What the exercise asks:
From the first line to the last, retype the records exactly without their images.

(Dataset entries)
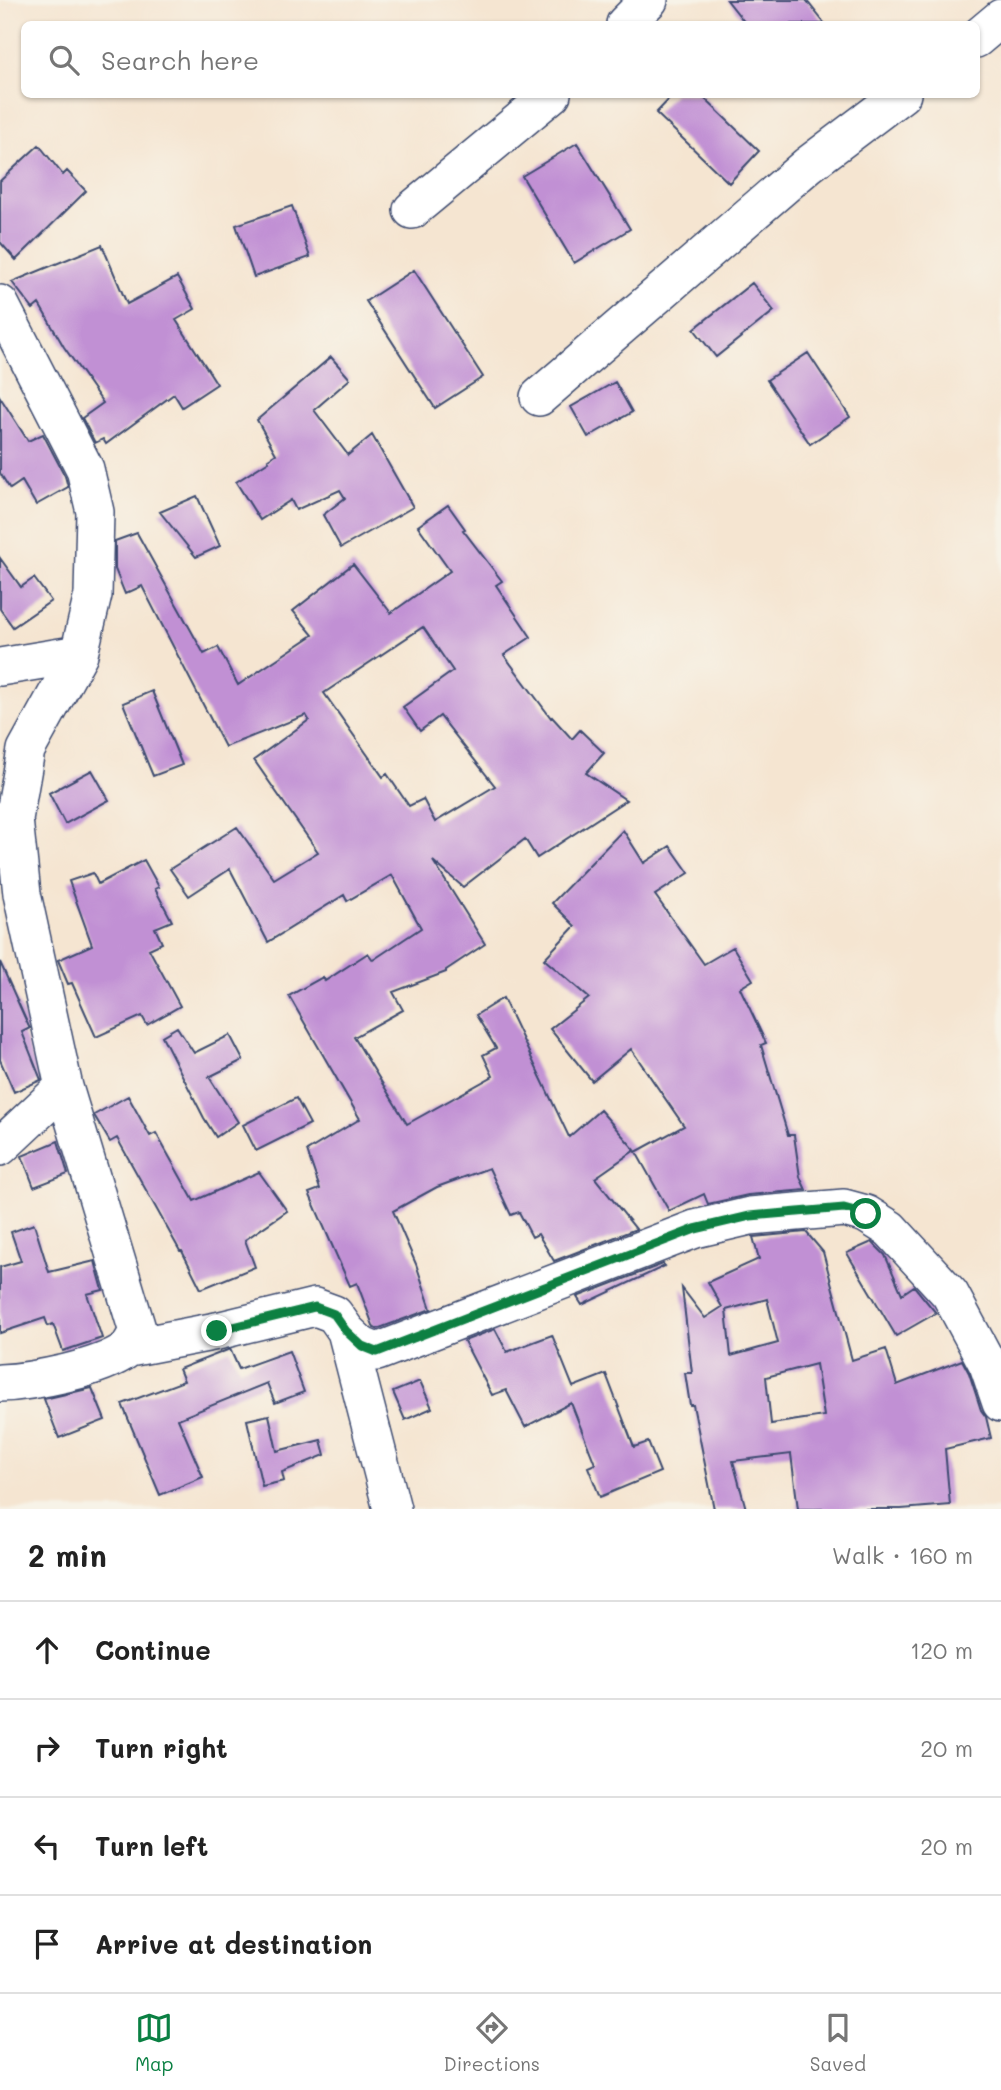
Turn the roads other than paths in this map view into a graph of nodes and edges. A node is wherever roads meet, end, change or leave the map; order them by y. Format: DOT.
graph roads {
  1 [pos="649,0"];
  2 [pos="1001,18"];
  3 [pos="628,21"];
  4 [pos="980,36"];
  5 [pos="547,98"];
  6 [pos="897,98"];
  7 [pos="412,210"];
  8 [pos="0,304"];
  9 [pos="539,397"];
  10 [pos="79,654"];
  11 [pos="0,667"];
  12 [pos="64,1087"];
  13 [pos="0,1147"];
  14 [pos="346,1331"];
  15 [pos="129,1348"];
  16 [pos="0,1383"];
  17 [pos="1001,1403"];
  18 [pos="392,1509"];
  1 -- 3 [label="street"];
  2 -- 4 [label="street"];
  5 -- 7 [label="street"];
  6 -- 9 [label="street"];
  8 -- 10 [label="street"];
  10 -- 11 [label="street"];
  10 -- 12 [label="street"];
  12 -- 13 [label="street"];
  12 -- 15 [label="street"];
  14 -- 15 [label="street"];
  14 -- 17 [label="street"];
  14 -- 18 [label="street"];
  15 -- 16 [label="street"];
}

Exercise solution:
Turn the roads other than paths in this map view into a graph of nodes and edges. A node is wherever roads meet, end, change or leave the map; order them by y. Format: DOT.
graph roads {
  1 [pos="649,0"];
  2 [pos="1001,18"];
  3 [pos="628,21"];
  4 [pos="980,36"];
  5 [pos="547,98"];
  6 [pos="897,98"];
  7 [pos="412,210"];
  8 [pos="0,304"];
  9 [pos="539,397"];
  10 [pos="79,654"];
  11 [pos="0,667"];
  12 [pos="64,1087"];
  13 [pos="0,1147"];
  14 [pos="346,1331"];
  15 [pos="129,1348"];
  16 [pos="0,1383"];
  17 [pos="1001,1403"];
  18 [pos="392,1509"];
  1 -- 3 [label="street"];
  2 -- 4 [label="street"];
  5 -- 7 [label="street"];
  6 -- 9 [label="street"];
  8 -- 10 [label="street"];
  10 -- 11 [label="street"];
  10 -- 12 [label="street"];
  12 -- 13 [label="street"];
  12 -- 15 [label="street"];
  14 -- 15 [label="street"];
  14 -- 17 [label="street"];
  14 -- 18 [label="street"];
  15 -- 16 [label="street"];
}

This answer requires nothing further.